(Extracted data entries)
————

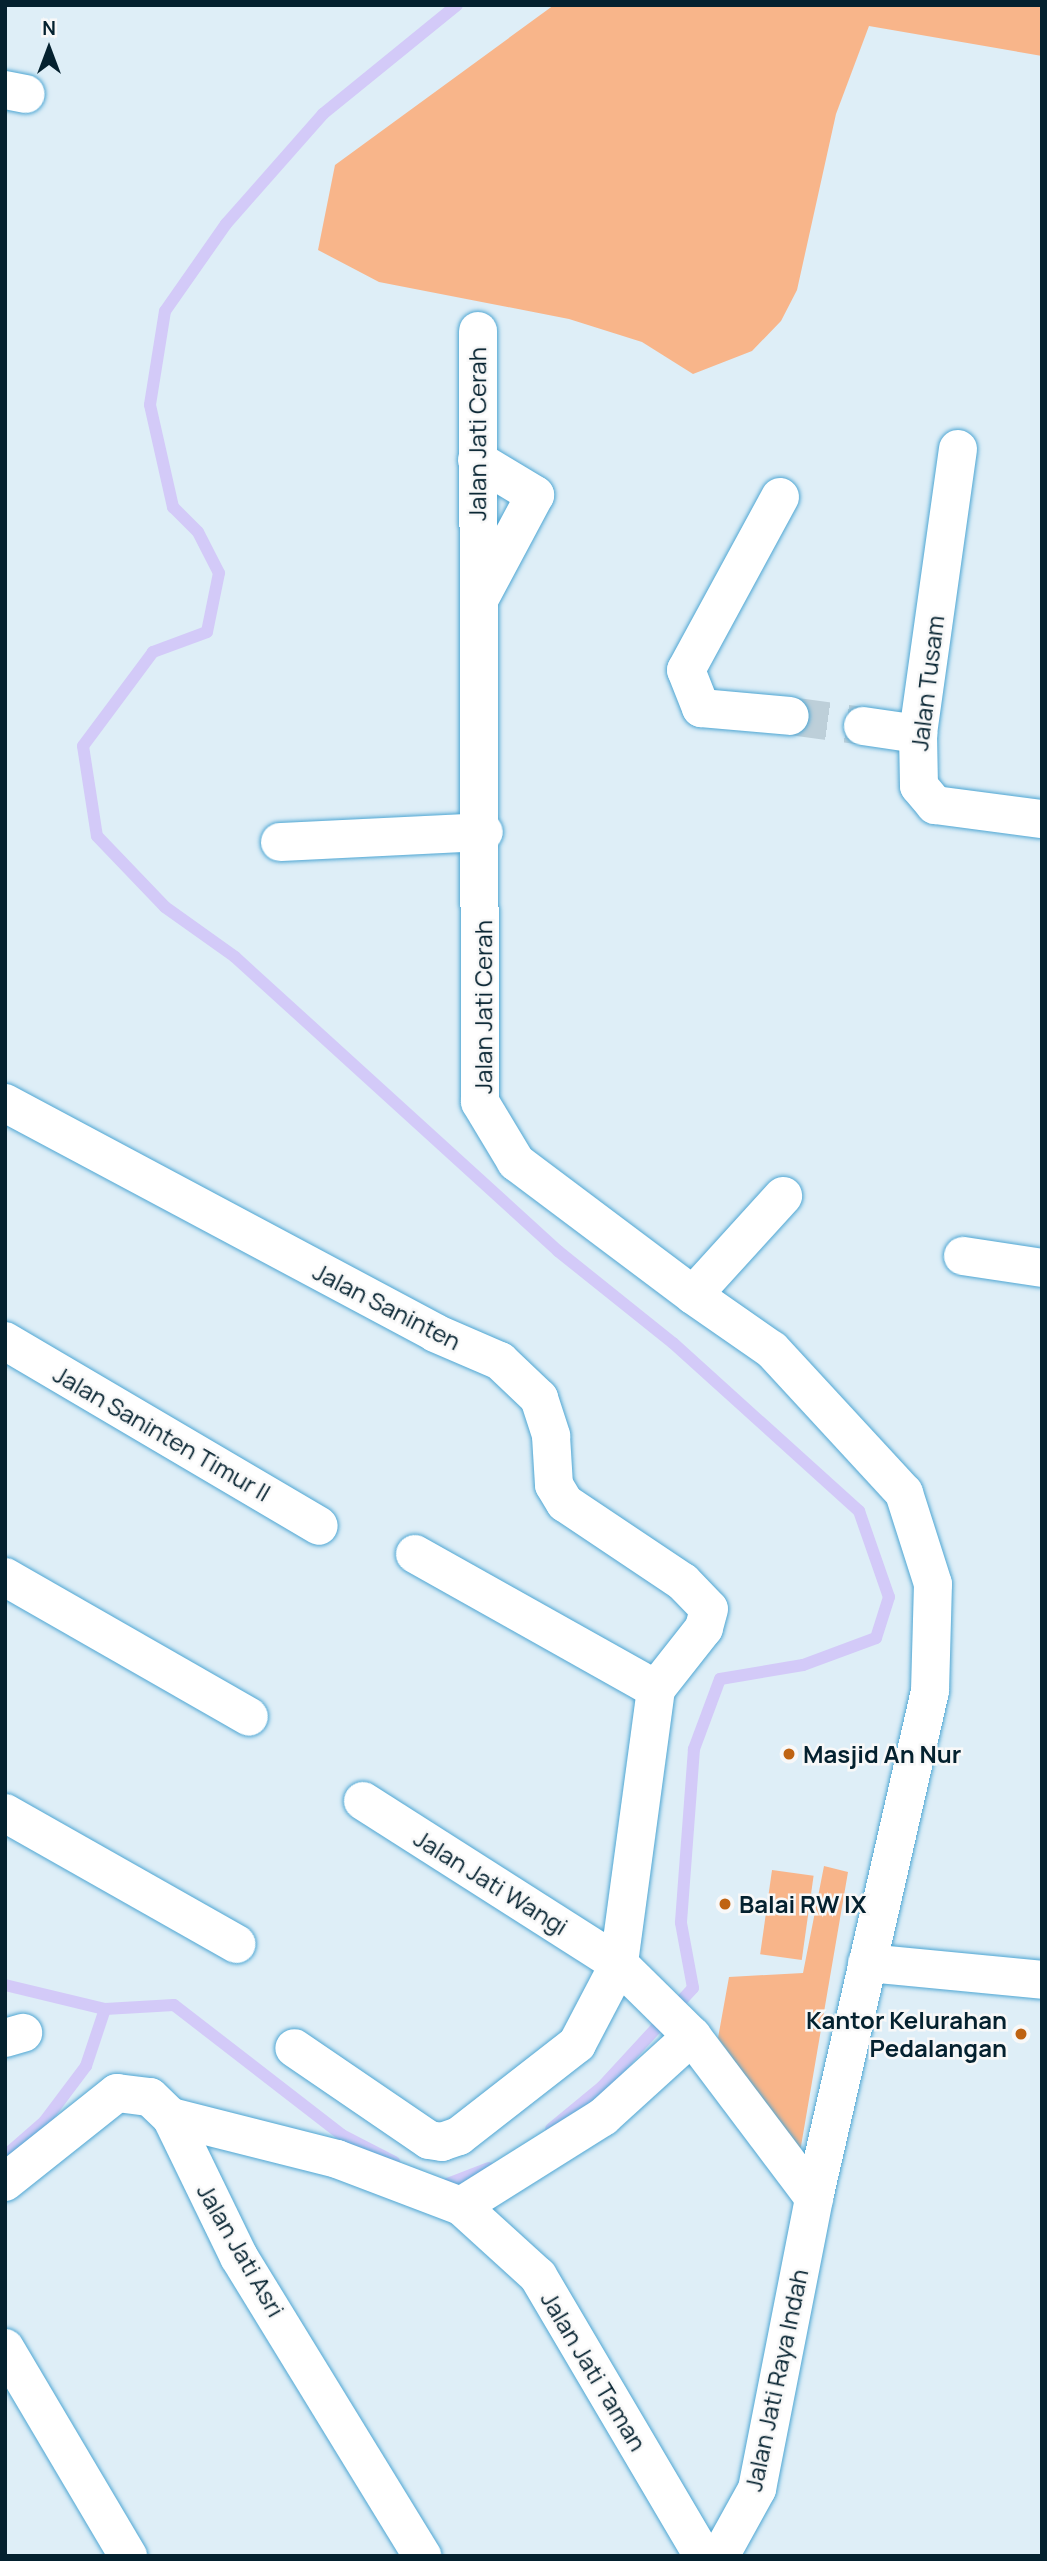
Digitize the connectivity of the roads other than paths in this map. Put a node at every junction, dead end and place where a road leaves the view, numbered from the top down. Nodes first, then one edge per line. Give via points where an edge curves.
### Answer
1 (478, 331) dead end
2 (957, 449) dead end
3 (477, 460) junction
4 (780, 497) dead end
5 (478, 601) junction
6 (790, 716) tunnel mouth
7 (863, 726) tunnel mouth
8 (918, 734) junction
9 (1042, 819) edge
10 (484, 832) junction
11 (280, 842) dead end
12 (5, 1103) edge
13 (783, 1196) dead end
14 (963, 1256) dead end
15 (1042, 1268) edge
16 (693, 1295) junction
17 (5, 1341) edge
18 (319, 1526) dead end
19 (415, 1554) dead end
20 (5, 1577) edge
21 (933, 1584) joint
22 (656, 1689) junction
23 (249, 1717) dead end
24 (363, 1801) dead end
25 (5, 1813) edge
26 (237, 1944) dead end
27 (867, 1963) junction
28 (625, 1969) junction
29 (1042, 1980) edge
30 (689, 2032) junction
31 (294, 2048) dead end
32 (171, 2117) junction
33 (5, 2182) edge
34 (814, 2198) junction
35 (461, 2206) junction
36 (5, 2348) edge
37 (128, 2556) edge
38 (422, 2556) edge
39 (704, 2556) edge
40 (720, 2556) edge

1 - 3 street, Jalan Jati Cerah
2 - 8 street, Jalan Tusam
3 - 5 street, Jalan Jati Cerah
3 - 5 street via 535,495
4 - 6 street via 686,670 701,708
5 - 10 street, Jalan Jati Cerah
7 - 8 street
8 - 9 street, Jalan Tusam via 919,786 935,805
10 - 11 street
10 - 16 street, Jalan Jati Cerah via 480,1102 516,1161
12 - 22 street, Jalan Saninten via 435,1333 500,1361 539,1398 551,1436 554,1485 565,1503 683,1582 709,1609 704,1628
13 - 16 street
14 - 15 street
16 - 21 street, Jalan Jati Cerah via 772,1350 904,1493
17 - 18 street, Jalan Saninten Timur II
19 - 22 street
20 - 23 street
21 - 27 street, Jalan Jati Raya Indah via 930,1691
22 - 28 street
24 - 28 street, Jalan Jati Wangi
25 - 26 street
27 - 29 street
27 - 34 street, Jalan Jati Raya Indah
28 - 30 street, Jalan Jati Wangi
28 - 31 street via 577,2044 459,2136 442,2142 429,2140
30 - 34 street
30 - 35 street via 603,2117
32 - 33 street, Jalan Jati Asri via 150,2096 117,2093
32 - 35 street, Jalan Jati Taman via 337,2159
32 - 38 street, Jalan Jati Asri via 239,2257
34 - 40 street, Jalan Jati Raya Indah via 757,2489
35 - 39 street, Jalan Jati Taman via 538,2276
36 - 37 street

————

*YOUR GOAL:*
Pictures are to be left out; all else in the entries above is to be quoted exactly.

*TASK ANSWER:*
Digitize the connectivity of the roads other than paths in this map. Put a node at every junction, dead end and place where a road leaves the view, numbered from the top down. Nodes first, then one edge per line. Give via points where an edge curves.
### Answer
1 (478, 331) dead end
2 (957, 449) dead end
3 (477, 460) junction
4 (780, 497) dead end
5 (478, 601) junction
6 (790, 716) tunnel mouth
7 (863, 726) tunnel mouth
8 (918, 734) junction
9 (1042, 819) edge
10 (484, 832) junction
11 (280, 842) dead end
12 (5, 1103) edge
13 (783, 1196) dead end
14 (963, 1256) dead end
15 (1042, 1268) edge
16 (693, 1295) junction
17 (5, 1341) edge
18 (319, 1526) dead end
19 (415, 1554) dead end
20 (5, 1577) edge
21 (933, 1584) joint
22 (656, 1689) junction
23 (249, 1717) dead end
24 (363, 1801) dead end
25 (5, 1813) edge
26 (237, 1944) dead end
27 (867, 1963) junction
28 (625, 1969) junction
29 (1042, 1980) edge
30 (689, 2032) junction
31 (294, 2048) dead end
32 (171, 2117) junction
33 (5, 2182) edge
34 (814, 2198) junction
35 (461, 2206) junction
36 (5, 2348) edge
37 (128, 2556) edge
38 (422, 2556) edge
39 (704, 2556) edge
40 (720, 2556) edge

1 - 3 street, Jalan Jati Cerah
2 - 8 street, Jalan Tusam
3 - 5 street, Jalan Jati Cerah
3 - 5 street via 535,495
4 - 6 street via 686,670 701,708
5 - 10 street, Jalan Jati Cerah
7 - 8 street
8 - 9 street, Jalan Tusam via 919,786 935,805
10 - 11 street
10 - 16 street, Jalan Jati Cerah via 480,1102 516,1161
12 - 22 street, Jalan Saninten via 435,1333 500,1361 539,1398 551,1436 554,1485 565,1503 683,1582 709,1609 704,1628
13 - 16 street
14 - 15 street
16 - 21 street, Jalan Jati Cerah via 772,1350 904,1493
17 - 18 street, Jalan Saninten Timur II
19 - 22 street
20 - 23 street
21 - 27 street, Jalan Jati Raya Indah via 930,1691
22 - 28 street
24 - 28 street, Jalan Jati Wangi
25 - 26 street
27 - 29 street
27 - 34 street, Jalan Jati Raya Indah
28 - 30 street, Jalan Jati Wangi
28 - 31 street via 577,2044 459,2136 442,2142 429,2140
30 - 34 street
30 - 35 street via 603,2117
32 - 33 street, Jalan Jati Asri via 150,2096 117,2093
32 - 35 street, Jalan Jati Taman via 337,2159
32 - 38 street, Jalan Jati Asri via 239,2257
34 - 40 street, Jalan Jati Raya Indah via 757,2489
35 - 39 street, Jalan Jati Taman via 538,2276
36 - 37 street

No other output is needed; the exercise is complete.